I desperately wanted to win over the crows in our yard. Maybe someday they’d bring me a gift. A twist tie, perhaps, or a wire nut.
A girl can dream.
I’ve always been fascinated by unlikely human-animal bonds, like in that show “The Man Who Hugs Grizzly Bears.” (That’s not a great example, as the show got cancelled partway through the first season, but there are plenty of other noted people-to-animal relationships that haven’t ended in mauling.)
Alas, the crows, defying cliché, had always turned up their bills at the corn I threw down for my hens. But last week, I apparently landed on something better.
I had broken up a piece of stale bread and tossed it across the lawn for the chickens. A few minutes later, from the kitchen window, I saw a crow flying off with a crust in its beak.
The next morning, that same crow (or a different one, who can tell?) sat perched on a low branch over the coop.
I headed outside — first removing my Dick Cheney mask, just in case — and threw out more stale bread. Minutes later, the crow was on the ground, grabbing a piece. 
This morning, there were four crows waiting for me. Something is happening.
What comes next?
I picture myself, in the near future, twirling through the yard, flinging chunks of bread skyward while crows, in a Disneyesque scene, tuck daisies in my hair and tie a gingham apron around my waist.

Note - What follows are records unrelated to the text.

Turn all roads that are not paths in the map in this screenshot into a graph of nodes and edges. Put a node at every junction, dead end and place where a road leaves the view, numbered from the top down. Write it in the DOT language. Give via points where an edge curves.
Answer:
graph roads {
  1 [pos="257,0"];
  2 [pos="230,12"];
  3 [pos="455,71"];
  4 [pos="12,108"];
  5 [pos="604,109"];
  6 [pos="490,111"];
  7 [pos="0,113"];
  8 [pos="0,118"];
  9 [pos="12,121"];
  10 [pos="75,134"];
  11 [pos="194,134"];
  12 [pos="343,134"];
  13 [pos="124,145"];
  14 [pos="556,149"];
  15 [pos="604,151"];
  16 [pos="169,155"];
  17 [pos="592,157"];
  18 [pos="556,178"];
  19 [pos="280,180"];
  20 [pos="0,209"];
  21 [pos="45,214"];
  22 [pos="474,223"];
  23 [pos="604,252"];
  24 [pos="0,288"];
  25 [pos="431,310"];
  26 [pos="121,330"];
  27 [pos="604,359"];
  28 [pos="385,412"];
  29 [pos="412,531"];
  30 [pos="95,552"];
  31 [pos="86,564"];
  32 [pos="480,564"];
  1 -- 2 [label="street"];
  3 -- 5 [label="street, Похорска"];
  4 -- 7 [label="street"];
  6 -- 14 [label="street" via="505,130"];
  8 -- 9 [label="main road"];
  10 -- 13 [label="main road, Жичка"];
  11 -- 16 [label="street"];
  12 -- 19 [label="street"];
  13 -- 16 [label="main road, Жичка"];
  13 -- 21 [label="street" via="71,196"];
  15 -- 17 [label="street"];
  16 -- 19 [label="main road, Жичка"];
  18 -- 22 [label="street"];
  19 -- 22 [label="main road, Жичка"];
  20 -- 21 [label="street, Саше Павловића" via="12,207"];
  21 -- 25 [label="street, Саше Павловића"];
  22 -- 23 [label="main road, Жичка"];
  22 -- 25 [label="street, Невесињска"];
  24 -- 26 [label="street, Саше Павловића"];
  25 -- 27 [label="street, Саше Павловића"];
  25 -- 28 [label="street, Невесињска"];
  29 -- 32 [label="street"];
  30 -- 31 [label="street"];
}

At least I hope that’s where this is headed.
But crows are, after all, wild animals. What if they’re just building their numbers in a plot to avenge some accidental offense I committed ages ago? What if, instead of playing Cinderella, they give me the Tippi Hedren treatment?
I still think we have the potential for a beautiful human-crow friendship, but I’m being careful; it’s dangerous to treat wild animals as if they’re more domesticated than they actually are.
As the man who hugged grizzly bears never said (but maybe should have): Better safe than sorry.